EXERCISE INSTRUCTIONS: What lines in the listing below hold the string "Cabrini"? Please copy them out.

- - - - - - -

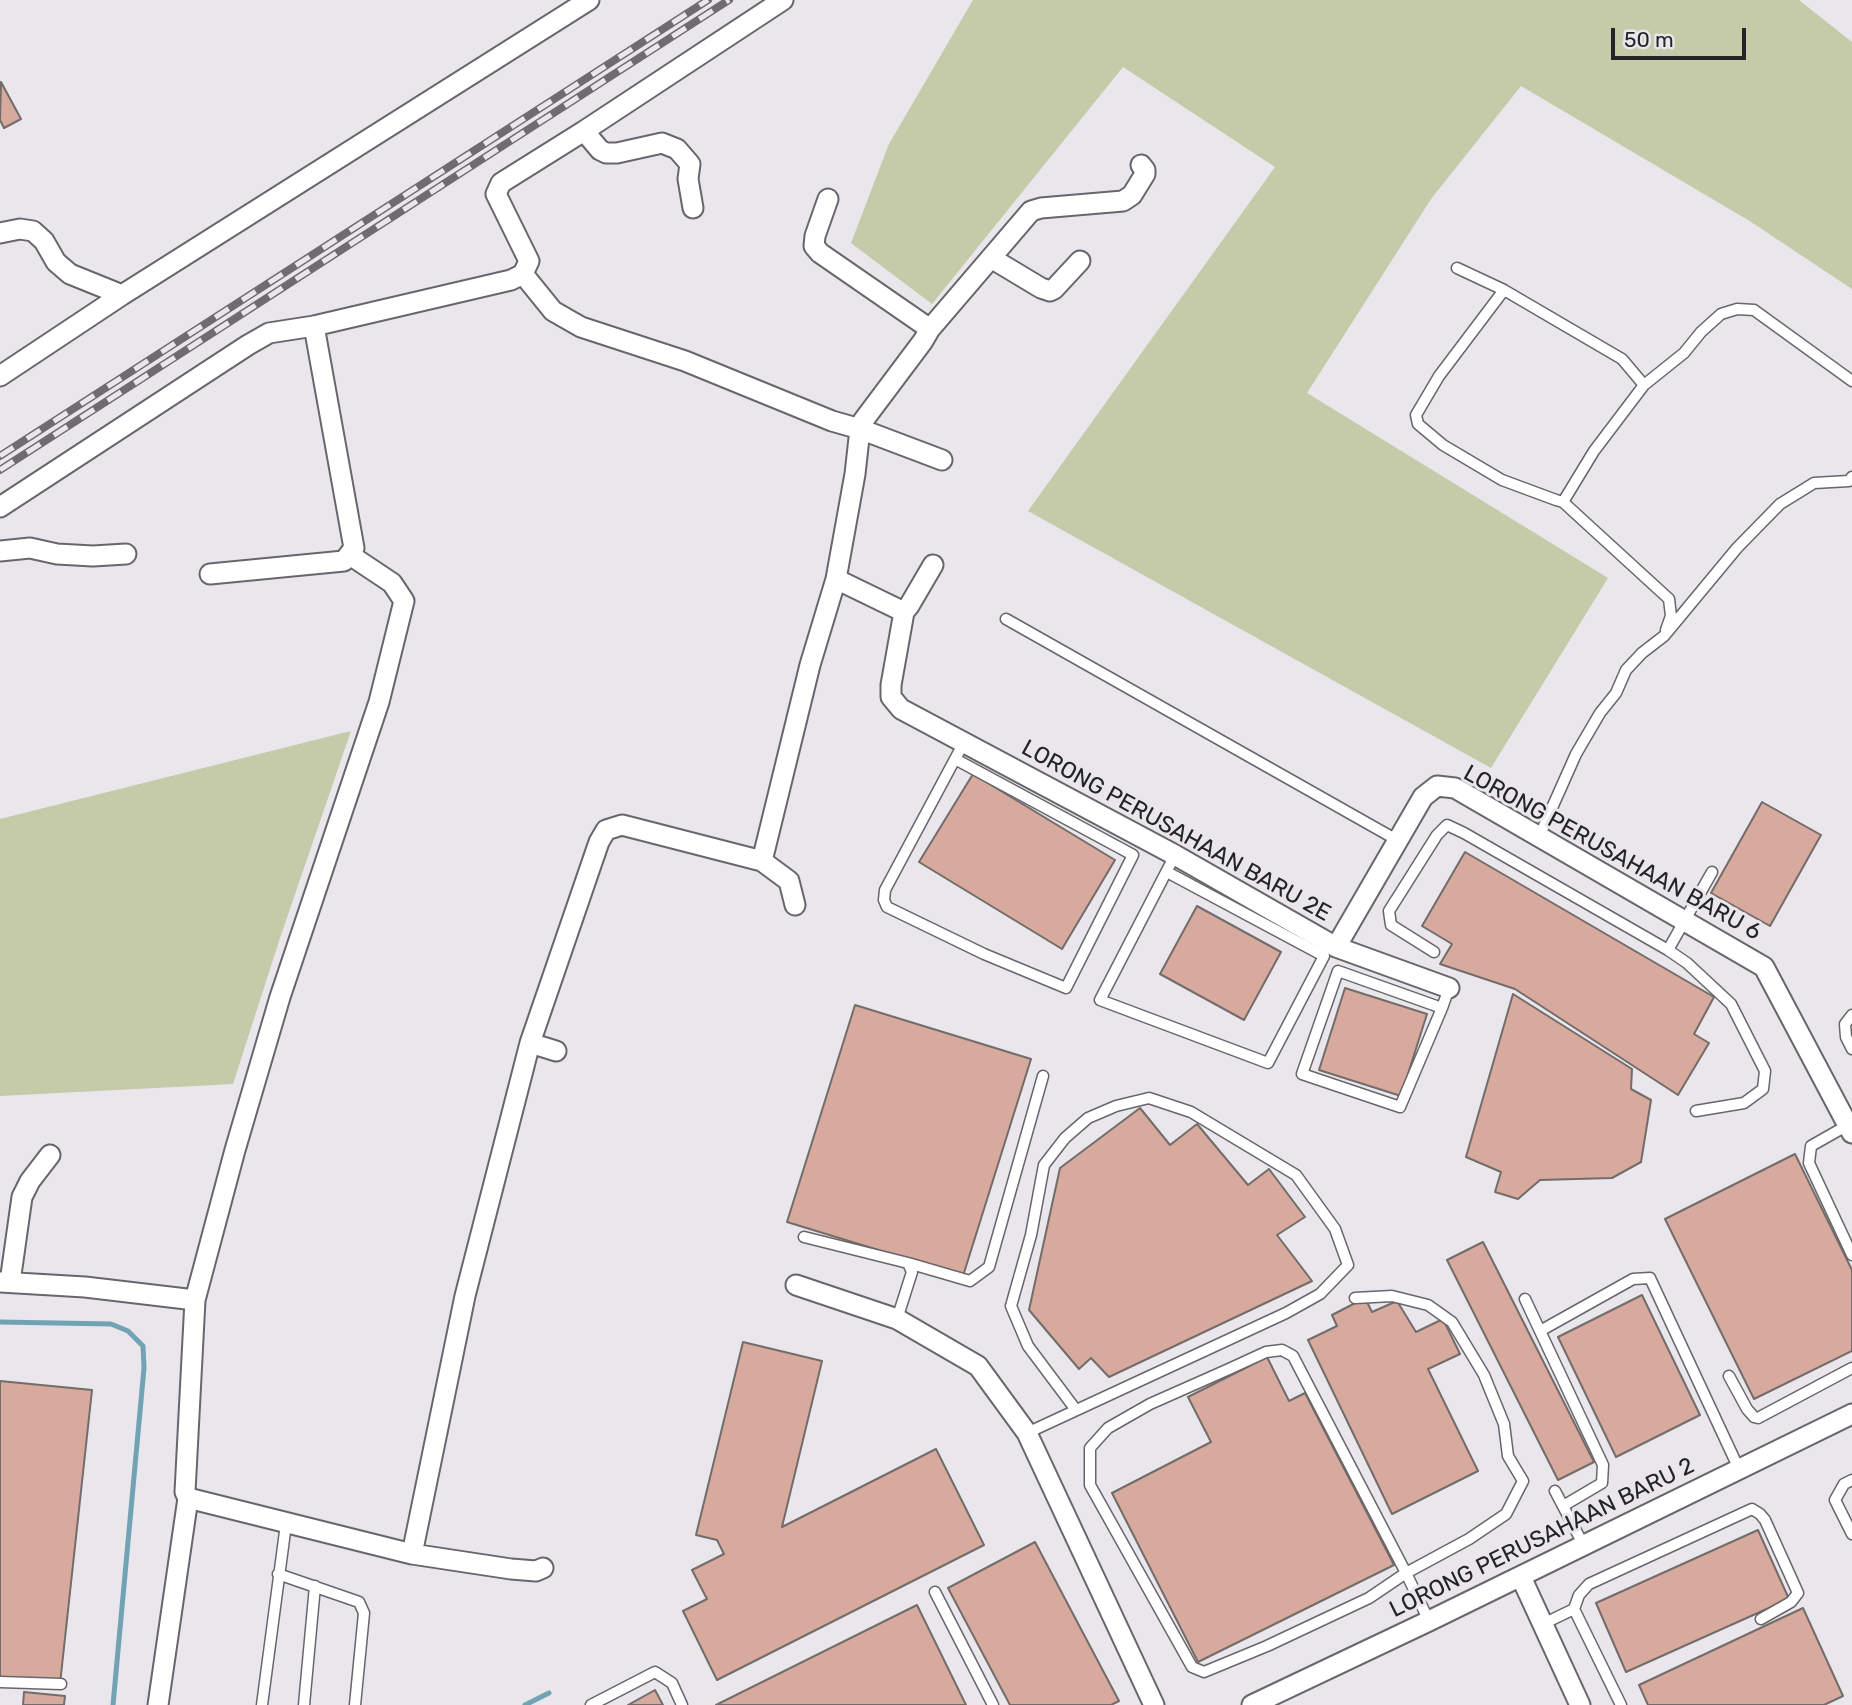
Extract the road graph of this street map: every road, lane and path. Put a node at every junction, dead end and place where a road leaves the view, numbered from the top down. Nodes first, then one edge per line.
1 (589, 0) edge
2 (783, 0) edge
3 (584, 131) junction
4 (1141, 165) dead end
5 (828, 199) dead end
6 (693, 208) dead end
7 (0, 233) edge
8 (991, 258) junction
9 (1080, 261) dead end
10 (1457, 268) dead end
11 (523, 274) junction
12 (1504, 290) junction
13 (122, 295) junction
14 (314, 326) junction
15 (930, 329) junction
16 (0, 376) edge
17 (1852, 381) edge
18 (1643, 385) junction
19 (860, 429) junction
20 (942, 460) dead end
21 (1851, 480) edge
22 (1563, 502) junction
23 (0, 507) edge
24 (0, 551) edge
25 (125, 554) dead end
26 (350, 555) junction
27 (933, 565) dead end
28 (210, 574) dead end
29 (836, 579) junction
30 (904, 612) junction
31 (1006, 619) dead end
32 (1664, 636) junction
33 (960, 751) junction
34 (1539, 837) junction
35 (1397, 839) junction
36 (762, 861) junction
37 (1171, 863) junction
38 (1712, 872) dead end
39 (795, 905) dead end
40 (1683, 922) junction
41 (1336, 947) junction
42 (1668, 950) junction
43 (1434, 952) dead end
44 (1449, 988) joint
45 (1442, 1008) junction
46 (1852, 1015) edge
47 (530, 1043) junction
48 (1852, 1049) edge
49 (556, 1051) dead end
50 (1043, 1076) dead end
51 (1696, 1111) dead end
52 (1850, 1129) edge
53 (50, 1156) dead end
54 (804, 1237) dead end
55 (1852, 1255) edge
56 (908, 1263) junction
57 (5, 1282) edge
58 (796, 1285) dead end
59 (1355, 1298) dead end
60 (1525, 1299) dead end
61 (195, 1300) junction
62 (897, 1319) junction
63 (1540, 1331) junction
64 (1852, 1368) edge
65 (1729, 1376) dead end
66 (1076, 1410) junction
67 (1852, 1414) edge
68 (1027, 1433) junction
69 (1739, 1469) junction
70 (1852, 1480) edge
71 (1555, 1491) dead end
72 (188, 1498) junction
73 (1563, 1506) junction
74 (286, 1524) junction
75 (1852, 1534) edge
76 (1583, 1545) junction
77 (412, 1554) junction
78 (543, 1568) dead end
79 (1406, 1573) junction
80 (278, 1574) junction
81 (1521, 1577) junction
82 (315, 1587) junction
83 (935, 1592) dead end
84 (1574, 1609) junction
85 (1761, 1619) dead end
86 (1429, 1622) junction
87 (1543, 1624) junction
88 (0, 1682) edge
89 (61, 1684) dead end
90 (158, 1705) edge
91 (262, 1705) edge
92 (304, 1705) edge
93 (355, 1705) edge
94 (591, 1705) edge
95 (682, 1705) edge
96 (993, 1705) edge
97 (1154, 1705) edge
98 (1252, 1705) edge
99 (1580, 1705) edge
100 (1620, 1705) edge

1 - 13 street
2 - 3 street
3 - 6 street
3 - 11 street
4 - 8 street
5 - 15 street
7 - 13 street
8 - 9 street
8 - 15 street
10 - 12 lane
11 - 14 street
11 - 19 street
12 - 18 lane
12 - 22 lane
13 - 16 street
14 - 23 street
14 - 26 street
15 - 19 street
17 - 18 lane
18 - 22 lane
19 - 20 street
19 - 29 street
21 - 32 lane
22 - 32 lane
24 - 25 street
26 - 28 street
26 - 61 street
27 - 30 street
29 - 30 street
29 - 36 street
30 - 33 street, LORONG PERUSAHAAN BARU 2E
31 - 35 lane
32 - 34 lane
33 - 33 lane
33 - 37 street, LORONG PERUSAHAAN BARU 2E
34 - 35 street, LORONG PERUSAHAAN BARU 6
34 - 40 street, LORONG PERUSAHAAN BARU 6
35 - 41 street, LORONG PERUSAHAAN BARU 6
36 - 39 street
36 - 47 street
37 - 37 lane
37 - 41 street, LORONG PERUSAHAAN BARU 2E
38 - 40 lane
40 - 42 lane
40 - 52 street, LORONG PERUSAHAAN BARU 6
41 - 44 street, LORONG PERUSAHAAN BARU 2E
42 - 43 lane
42 - 51 lane
44 - 45 lane
45 - 45 lane
46 - 48 lane
47 - 49 street
47 - 77 street
50 - 56 lane
52 - 55 lane
53 - 57 street
54 - 56 lane
56 - 62 lane
57 - 61 street
58 - 62 street
59 - 79 lane
60 - 63 lane
61 - 72 street
62 - 68 street
63 - 69 lane
63 - 73 lane
64 - 65 lane
66 - 66 lane
66 - 68 lane
67 - 69 street, LORONG PERUSAHAAN BARU 2
68 - 97 street
69 - 76 street, LORONG PERUSAHAAN BARU 2
70 - 75 lane
71 - 73 lane
72 - 74 street
72 - 90 street
73 - 76 lane
74 - 77 street
74 - 80 lane
76 - 81 street, LORONG PERUSAHAAN BARU 2
77 - 78 street
79 - 79 lane
79 - 86 lane
80 - 82 lane
80 - 91 lane
81 - 86 street, LORONG PERUSAHAAN BARU 2
81 - 87 street
82 - 92 lane
82 - 93 lane
83 - 96 lane
84 - 85 lane
84 - 87 lane
84 - 100 lane
86 - 98 street, LORONG PERUSAHAAN BARU 2
87 - 99 street
88 - 89 lane
94 - 95 lane

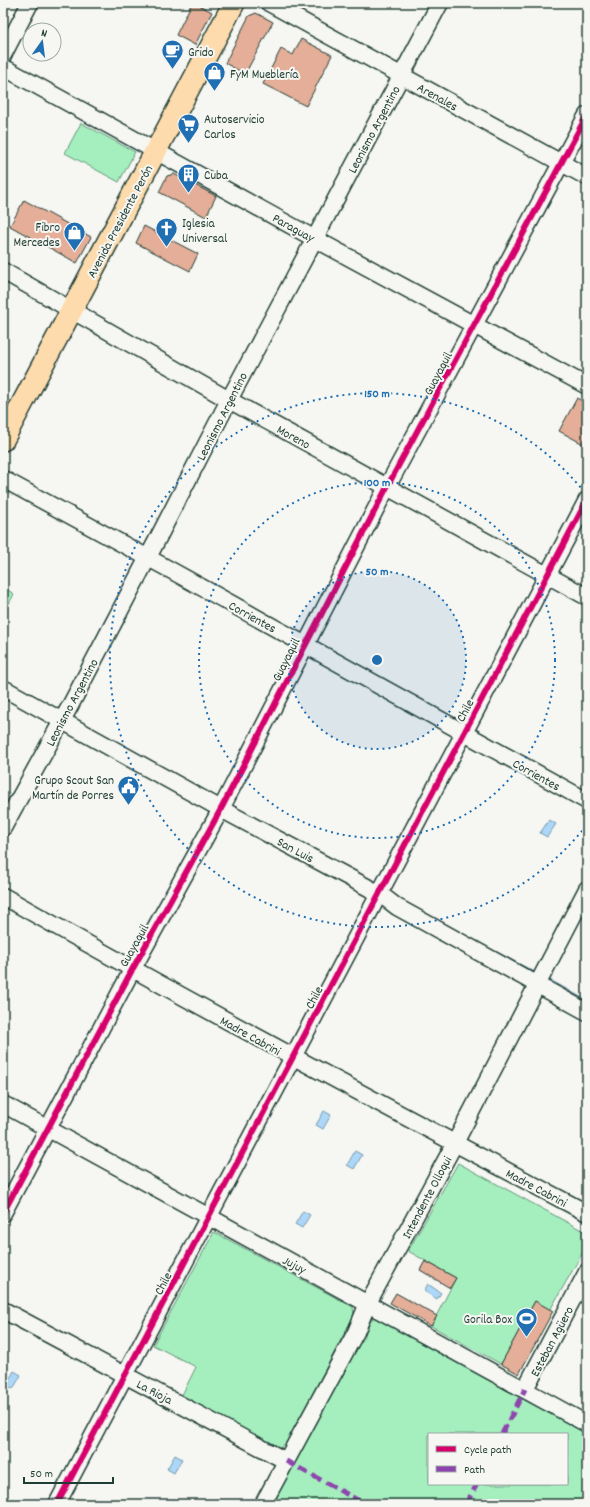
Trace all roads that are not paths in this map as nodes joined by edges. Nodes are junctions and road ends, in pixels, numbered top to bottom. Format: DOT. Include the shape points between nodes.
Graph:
graph roads {
  1 [pos="30,3"];
  2 [pos="234,3"];
  3 [pos="269,3"];
  4 [pos="440,3"];
  5 [pos="3,55"];
  6 [pos="3,67"];
  7 [pos="401,76"];
  8 [pos="587,115"];
  9 [pos="156,151"];
  10 [pos="562,163"];
  11 [pos="587,177"];
  12 [pos="314,238"];
  13 [pos="3,271"];
  14 [pos="72,310"];
  15 [pos="474,326"];
  16 [pos="587,386"];
  17 [pos="229,400"];
  18 [pos="3,440"];
  19 [pos="3,479"];
  20 [pos="387,487"];
  21 [pos="587,500"];
  22 [pos="148,558"];
  23 [pos="547,575"];
  24 [pos="587,597"];
  25 [pos="305,645"];
  26 [pos="3,688"];
  27 [pos="61,720"];
  28 [pos="464,734"];
  29 [pos="587,801"];
  30 [pos="221,809"];
  31 [pos="3,828"];
  32 [pos="587,889"];
  33 [pos="380,894"];
  34 [pos="3,896"];
  35 [pos="132,970"];
  36 [pos="540,978"];
  37 [pos="587,1012"];
  38 [pos="293,1057"];
  39 [pos="3,1104"];
  40 [pos="49,1130"];
  41 [pos="455,1143"];
  42 [pos="3,1213"];
  43 [pos="587,1213"];
  44 [pos="209,1218"];
  45 [pos="587,1272"];
  46 [pos="368,1303"];
  47 [pos="3,1310"];
  48 [pos="125,1375"];
  49 [pos="525,1389"];
  50 [pos="587,1424"];
  51 [pos="286,1461"];
  52 [pos="57,1504"];
  53 [pos="263,1504"];
  1 -- 5 [label="street"];
  2 -- 9 [label="main road, Avenida Presidente Perón"];
  3 -- 7 [label="street, Arenales"];
  4 -- 7 [label="street, Leonismo Argentino"];
  6 -- 9 [label="street, Paraguay"];
  7 -- 10 [label="street, Arenales"];
  7 -- 12 [label="street, Leonismo Argentino"];
  8 -- 10 [label="street, Guayaquil"];
  9 -- 12 [label="street, Paraguay"];
  9 -- 14 [label="main road, Avenida Presidente Perón"];
  10 -- 11 [label="street, Arenales"];
  10 -- 15 [label="street, Guayaquil"];
  12 -- 15 [label="street, Paraguay"];
  12 -- 17 [label="street, Leonismo Argentino"];
  13 -- 14 [label="street, Moreno"];
  14 -- 17 [label="street, Moreno"];
  14 -- 18 [label="main road, Avenida Presidente Perón"];
  15 -- 16 [label="street, Paraguay"];
  15 -- 20 [label="street, Guayaquil"];
  17 -- 20 [label="street, Moreno"];
  17 -- 22 [label="street, Leonismo Argentino"];
  19 -- 22 [label="street, Corrientes"];
  20 -- 23 [label="street, Moreno"];
  20 -- 25 [label="street, Guayaquil"];
  21 -- 23 [label="street, Chile"];
  22 -- 25 [label="street, Corrientes"];
  22 -- 27 [label="street, Leonismo Argentino"];
  23 -- 24 [label="street, Moreno"];
  23 -- 28 [label="street, Chile"];
  25 -- 28 [label="street, Corrientes"];
  25 -- 30 [label="street, Guayaquil"];
  26 -- 27 [label="street, San Luis"];
  27 -- 30 [label="street, San Luis"];
  27 -- 31 [label="street, Leonismo Argentino"];
  28 -- 29 [label="street, Corrientes"];
  28 -- 33 [label="street, Chile"];
  30 -- 33 [label="street, San Luis"];
  30 -- 35 [label="street, Guayaquil"];
  32 -- 36 [label="street, Intendente Olloqui"];
  33 -- 36 [label="street, San Luis" via="397,907"];
  33 -- 38 [label="street, Chile"];
  34 -- 35 [label="street, Madre Cabrini"];
  35 -- 38 [label="street, Madre Cabrini"];
  35 -- 40 [label="street, Guayaquil"];
  36 -- 37 [label="street, San Luis"];
  36 -- 41 [label="street, Intendente Olloqui"];
  38 -- 41 [label="street, Madre Cabrini"];
  38 -- 44 [label="street, Chile"];
  39 -- 40 [label="street, Jujuy"];
  40 -- 42 [label="street, Guayaquil"];
  40 -- 44 [label="street, Jujuy"];
  41 -- 43 [label="street, Madre Cabrini"];
  41 -- 46 [label="street, Intendente Olloqui"];
  44 -- 46 [label="street, Jujuy"];
  44 -- 48 [label="street, Chile"];
  45 -- 49 [label="street, Esteban Agüero"];
  46 -- 49 [label="street, Jujuy"];
  46 -- 51 [label="street, Intendente Olloqui" via="356,1332"];
  47 -- 48 [label="street, La Rioja"];
  48 -- 51 [label="street, La Rioja"];
  48 -- 52 [label="street, Chile"];
  49 -- 50 [label="street, Jujuy"];
  51 -- 53 [label="street, Intendente Olloqui"];
}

- - - - - - -

WRITTEN SOLUTION:
  34 -- 35 [label="street, Madre Cabrini"];
  35 -- 38 [label="street, Madre Cabrini"];
  38 -- 41 [label="street, Madre Cabrini"];
  41 -- 43 [label="street, Madre Cabrini"];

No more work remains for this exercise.